I would like the number of lines in the data that contain the word "Emslandstraße". Please give that number alone.

----- RECORDS FOR THE TASK

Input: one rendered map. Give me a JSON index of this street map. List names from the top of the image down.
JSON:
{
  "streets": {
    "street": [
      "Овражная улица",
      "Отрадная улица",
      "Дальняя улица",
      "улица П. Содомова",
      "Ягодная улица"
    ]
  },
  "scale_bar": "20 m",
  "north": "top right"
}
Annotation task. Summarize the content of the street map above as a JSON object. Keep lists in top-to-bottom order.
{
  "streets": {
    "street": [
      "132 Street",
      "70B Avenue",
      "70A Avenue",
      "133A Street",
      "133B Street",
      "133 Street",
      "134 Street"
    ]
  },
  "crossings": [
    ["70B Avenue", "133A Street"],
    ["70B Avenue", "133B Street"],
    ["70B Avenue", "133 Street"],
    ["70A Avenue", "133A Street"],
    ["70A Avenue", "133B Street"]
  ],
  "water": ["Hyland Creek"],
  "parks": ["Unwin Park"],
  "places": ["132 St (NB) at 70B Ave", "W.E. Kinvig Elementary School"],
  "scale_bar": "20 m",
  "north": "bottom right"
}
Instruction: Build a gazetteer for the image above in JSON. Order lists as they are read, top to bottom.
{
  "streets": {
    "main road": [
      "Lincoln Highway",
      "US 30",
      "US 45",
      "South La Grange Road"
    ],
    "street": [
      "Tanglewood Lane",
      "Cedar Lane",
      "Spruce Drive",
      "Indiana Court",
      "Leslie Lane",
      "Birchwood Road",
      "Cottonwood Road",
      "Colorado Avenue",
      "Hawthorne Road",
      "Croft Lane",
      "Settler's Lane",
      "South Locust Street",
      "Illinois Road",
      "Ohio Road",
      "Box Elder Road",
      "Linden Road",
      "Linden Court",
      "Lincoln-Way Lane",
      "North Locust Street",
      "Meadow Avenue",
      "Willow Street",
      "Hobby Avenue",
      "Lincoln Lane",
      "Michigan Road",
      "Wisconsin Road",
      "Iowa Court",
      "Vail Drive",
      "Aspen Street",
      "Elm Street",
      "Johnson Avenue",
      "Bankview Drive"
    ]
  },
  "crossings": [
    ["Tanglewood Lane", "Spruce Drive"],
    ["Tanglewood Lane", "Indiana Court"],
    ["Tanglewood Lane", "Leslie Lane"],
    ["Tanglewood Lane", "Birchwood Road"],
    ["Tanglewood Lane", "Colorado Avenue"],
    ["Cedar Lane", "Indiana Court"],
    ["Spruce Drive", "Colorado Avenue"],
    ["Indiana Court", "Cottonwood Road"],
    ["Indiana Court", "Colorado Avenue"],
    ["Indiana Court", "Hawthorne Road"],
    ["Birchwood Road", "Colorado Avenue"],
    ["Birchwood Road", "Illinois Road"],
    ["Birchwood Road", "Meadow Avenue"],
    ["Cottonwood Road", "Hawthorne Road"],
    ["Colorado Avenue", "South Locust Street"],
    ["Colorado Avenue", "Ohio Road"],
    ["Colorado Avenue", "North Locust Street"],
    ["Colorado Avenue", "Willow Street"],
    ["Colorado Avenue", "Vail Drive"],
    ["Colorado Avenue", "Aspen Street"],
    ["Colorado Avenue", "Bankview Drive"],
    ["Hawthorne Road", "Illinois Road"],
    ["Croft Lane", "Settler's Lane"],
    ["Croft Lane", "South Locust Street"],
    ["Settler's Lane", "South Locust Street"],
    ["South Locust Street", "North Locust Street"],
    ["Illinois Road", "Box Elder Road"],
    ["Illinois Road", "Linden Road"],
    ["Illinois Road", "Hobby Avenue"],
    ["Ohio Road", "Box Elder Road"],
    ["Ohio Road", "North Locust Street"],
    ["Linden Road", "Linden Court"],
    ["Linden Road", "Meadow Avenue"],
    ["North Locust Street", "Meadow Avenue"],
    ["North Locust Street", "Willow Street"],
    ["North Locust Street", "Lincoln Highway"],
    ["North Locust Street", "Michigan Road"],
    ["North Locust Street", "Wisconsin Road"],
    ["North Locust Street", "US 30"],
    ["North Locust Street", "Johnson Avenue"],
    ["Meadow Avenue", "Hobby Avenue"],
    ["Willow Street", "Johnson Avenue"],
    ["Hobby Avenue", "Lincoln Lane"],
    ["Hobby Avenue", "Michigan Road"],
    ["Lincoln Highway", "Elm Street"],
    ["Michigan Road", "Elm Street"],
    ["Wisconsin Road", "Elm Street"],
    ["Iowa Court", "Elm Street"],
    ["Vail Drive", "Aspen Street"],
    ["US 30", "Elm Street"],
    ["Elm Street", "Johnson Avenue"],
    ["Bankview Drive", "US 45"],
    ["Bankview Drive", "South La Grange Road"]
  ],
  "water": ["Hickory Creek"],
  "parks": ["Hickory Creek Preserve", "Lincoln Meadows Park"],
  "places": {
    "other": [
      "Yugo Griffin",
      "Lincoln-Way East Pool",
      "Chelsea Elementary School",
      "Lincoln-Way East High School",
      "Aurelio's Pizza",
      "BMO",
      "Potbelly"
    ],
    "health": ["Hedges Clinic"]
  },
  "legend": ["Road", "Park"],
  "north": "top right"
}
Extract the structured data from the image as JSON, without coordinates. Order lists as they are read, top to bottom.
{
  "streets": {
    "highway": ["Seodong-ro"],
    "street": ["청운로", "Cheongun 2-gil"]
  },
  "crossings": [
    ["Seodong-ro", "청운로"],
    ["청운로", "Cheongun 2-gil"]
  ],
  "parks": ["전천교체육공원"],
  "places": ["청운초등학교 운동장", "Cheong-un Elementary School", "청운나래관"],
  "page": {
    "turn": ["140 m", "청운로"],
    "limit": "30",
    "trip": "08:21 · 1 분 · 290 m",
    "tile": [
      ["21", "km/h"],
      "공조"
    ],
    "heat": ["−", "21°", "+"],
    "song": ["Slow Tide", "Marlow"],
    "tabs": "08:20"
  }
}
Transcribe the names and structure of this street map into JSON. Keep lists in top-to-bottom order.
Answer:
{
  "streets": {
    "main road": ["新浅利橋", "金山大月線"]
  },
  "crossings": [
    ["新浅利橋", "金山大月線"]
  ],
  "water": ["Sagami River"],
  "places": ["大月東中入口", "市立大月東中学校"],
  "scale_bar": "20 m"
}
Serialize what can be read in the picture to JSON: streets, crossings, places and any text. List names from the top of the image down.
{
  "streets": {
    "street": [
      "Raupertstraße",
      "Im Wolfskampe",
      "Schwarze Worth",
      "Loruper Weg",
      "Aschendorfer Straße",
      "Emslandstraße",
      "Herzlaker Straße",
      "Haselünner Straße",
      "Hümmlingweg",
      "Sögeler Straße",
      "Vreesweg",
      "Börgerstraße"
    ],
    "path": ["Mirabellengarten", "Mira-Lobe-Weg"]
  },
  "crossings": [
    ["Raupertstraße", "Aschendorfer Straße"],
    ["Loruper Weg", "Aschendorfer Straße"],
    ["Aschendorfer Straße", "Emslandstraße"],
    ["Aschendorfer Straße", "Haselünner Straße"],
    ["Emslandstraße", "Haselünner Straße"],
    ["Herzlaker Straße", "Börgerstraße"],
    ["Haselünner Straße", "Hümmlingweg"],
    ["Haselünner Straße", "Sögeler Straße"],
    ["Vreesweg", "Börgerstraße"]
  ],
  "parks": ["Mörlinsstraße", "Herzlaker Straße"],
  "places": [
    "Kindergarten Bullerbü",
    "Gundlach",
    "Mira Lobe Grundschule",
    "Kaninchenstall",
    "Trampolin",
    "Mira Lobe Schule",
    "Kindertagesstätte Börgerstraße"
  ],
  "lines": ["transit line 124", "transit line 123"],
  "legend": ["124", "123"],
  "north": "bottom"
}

----------

> TASK RESULT: 3